====== Data under study ======

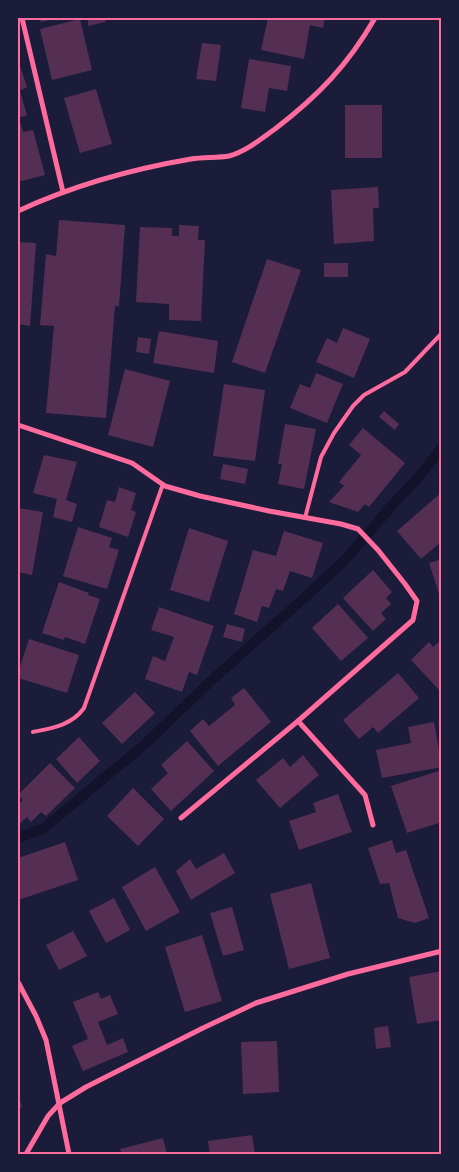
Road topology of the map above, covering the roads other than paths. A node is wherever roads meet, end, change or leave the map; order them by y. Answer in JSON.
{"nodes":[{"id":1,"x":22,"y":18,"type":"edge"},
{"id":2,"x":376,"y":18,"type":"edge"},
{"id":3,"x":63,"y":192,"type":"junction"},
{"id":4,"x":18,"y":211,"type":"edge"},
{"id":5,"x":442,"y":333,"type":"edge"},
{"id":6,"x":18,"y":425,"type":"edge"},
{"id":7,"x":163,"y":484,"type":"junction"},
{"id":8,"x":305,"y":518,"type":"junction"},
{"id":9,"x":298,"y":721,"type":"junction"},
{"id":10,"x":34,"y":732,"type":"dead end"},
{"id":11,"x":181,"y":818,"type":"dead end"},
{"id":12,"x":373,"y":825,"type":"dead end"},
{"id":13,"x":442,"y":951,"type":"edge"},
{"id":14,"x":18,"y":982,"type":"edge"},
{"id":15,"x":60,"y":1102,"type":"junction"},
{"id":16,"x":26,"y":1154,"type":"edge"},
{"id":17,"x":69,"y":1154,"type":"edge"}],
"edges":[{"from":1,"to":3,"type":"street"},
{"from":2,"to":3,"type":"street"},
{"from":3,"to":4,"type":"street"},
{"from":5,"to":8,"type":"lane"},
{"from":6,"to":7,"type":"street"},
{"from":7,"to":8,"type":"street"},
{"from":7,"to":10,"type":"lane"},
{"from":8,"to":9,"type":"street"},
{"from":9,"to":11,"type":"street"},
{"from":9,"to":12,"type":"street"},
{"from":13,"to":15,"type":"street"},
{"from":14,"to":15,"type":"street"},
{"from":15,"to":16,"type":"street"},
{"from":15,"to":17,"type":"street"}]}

======
====== Data under study ======

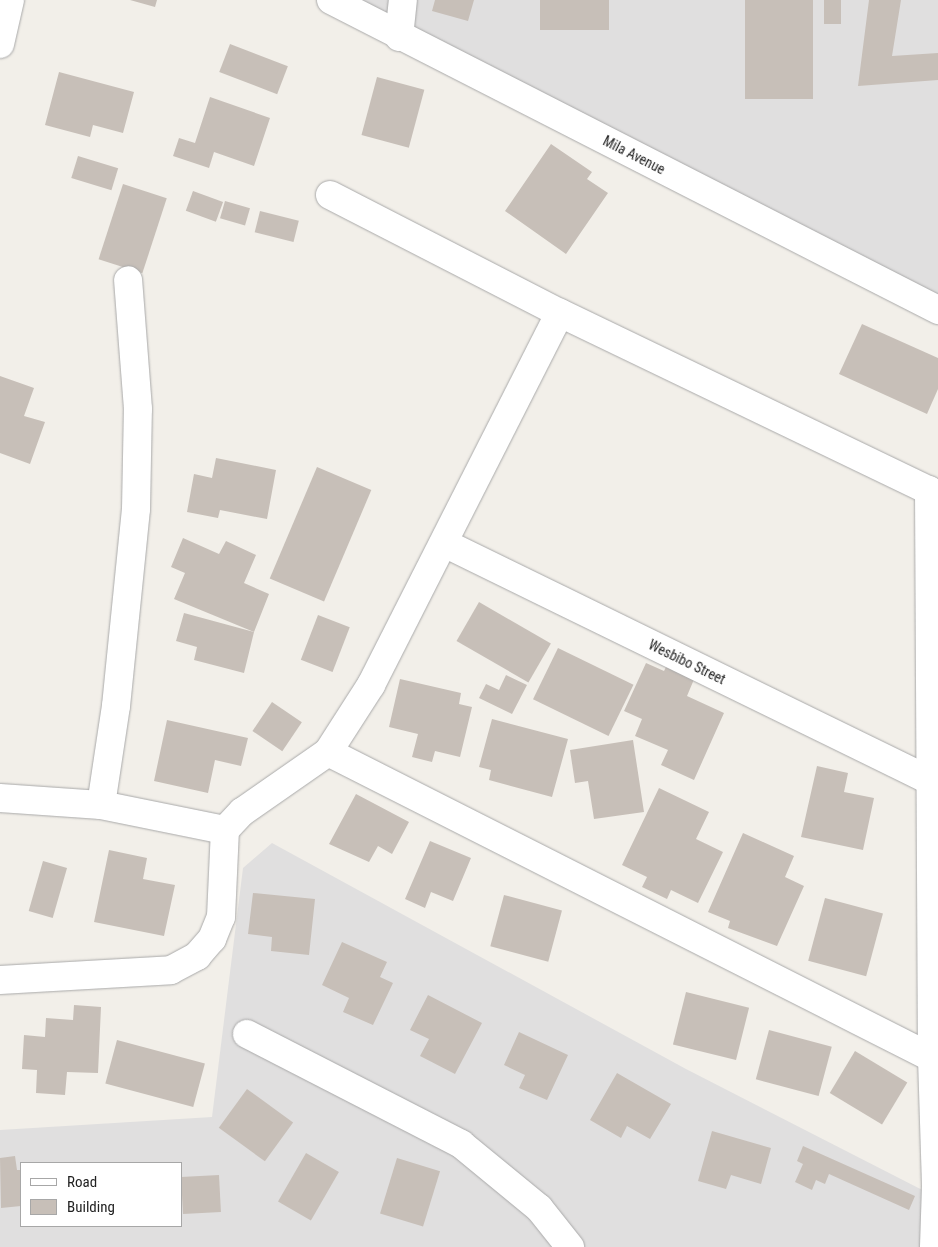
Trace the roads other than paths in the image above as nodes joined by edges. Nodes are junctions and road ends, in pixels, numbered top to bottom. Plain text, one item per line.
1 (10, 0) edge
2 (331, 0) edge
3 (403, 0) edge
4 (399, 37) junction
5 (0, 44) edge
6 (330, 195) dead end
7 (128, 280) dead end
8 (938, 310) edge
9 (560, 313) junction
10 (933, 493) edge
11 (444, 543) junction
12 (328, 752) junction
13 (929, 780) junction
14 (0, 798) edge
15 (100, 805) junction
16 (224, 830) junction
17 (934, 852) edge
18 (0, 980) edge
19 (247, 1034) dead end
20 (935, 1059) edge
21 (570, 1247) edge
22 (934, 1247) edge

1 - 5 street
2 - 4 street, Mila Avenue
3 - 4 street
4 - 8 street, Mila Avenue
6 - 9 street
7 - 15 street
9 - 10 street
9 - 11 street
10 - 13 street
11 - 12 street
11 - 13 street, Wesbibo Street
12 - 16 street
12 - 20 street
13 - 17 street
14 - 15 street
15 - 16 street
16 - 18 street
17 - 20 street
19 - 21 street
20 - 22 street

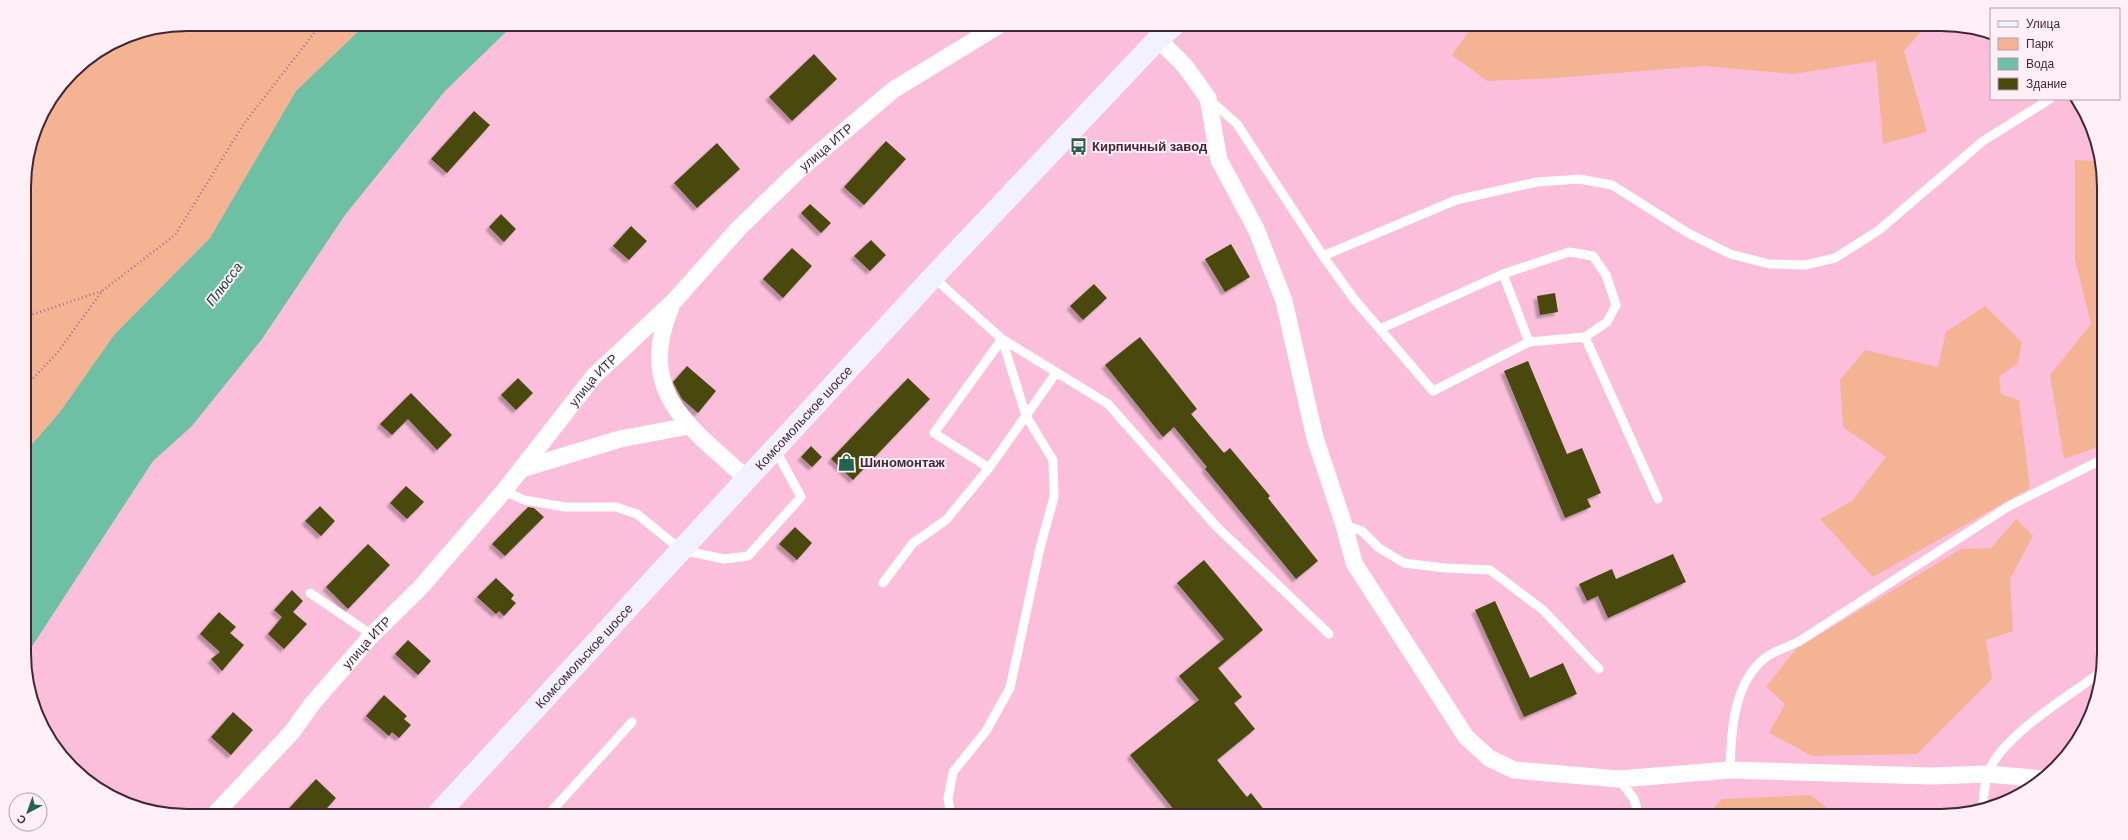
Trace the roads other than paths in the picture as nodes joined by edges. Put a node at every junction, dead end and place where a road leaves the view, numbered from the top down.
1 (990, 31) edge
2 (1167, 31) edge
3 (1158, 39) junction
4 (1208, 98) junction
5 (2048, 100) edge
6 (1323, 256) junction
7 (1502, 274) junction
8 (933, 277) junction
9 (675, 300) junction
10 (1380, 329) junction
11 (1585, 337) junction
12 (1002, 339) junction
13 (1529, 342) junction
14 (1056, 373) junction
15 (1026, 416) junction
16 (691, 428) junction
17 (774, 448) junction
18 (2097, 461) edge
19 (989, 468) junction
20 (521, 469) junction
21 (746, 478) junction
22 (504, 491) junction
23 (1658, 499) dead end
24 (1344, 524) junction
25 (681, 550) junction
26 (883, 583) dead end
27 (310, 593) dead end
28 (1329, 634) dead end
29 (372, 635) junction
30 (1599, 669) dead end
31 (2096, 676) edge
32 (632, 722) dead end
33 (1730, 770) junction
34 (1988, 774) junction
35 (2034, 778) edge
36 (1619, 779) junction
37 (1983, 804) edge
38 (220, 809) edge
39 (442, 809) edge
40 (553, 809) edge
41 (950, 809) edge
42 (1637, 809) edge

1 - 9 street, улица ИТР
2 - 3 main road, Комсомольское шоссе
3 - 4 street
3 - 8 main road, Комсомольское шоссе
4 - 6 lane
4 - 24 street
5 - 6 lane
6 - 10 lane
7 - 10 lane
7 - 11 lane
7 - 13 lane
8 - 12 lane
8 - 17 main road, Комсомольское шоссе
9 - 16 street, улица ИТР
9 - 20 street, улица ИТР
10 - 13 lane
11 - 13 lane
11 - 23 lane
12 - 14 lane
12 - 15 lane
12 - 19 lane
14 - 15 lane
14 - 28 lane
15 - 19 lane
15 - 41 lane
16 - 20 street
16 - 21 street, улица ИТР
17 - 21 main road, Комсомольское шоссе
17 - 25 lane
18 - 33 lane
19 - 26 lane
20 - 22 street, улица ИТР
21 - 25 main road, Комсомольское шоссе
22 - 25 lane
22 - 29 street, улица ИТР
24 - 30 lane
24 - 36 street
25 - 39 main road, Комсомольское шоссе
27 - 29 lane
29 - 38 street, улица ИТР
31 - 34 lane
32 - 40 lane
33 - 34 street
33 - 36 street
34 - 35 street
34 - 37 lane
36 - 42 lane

======

§ **Action item**: Look through the material above and work out how many of its lines contain "Trace". State the number only.

§ **Solution for this exercise**: 2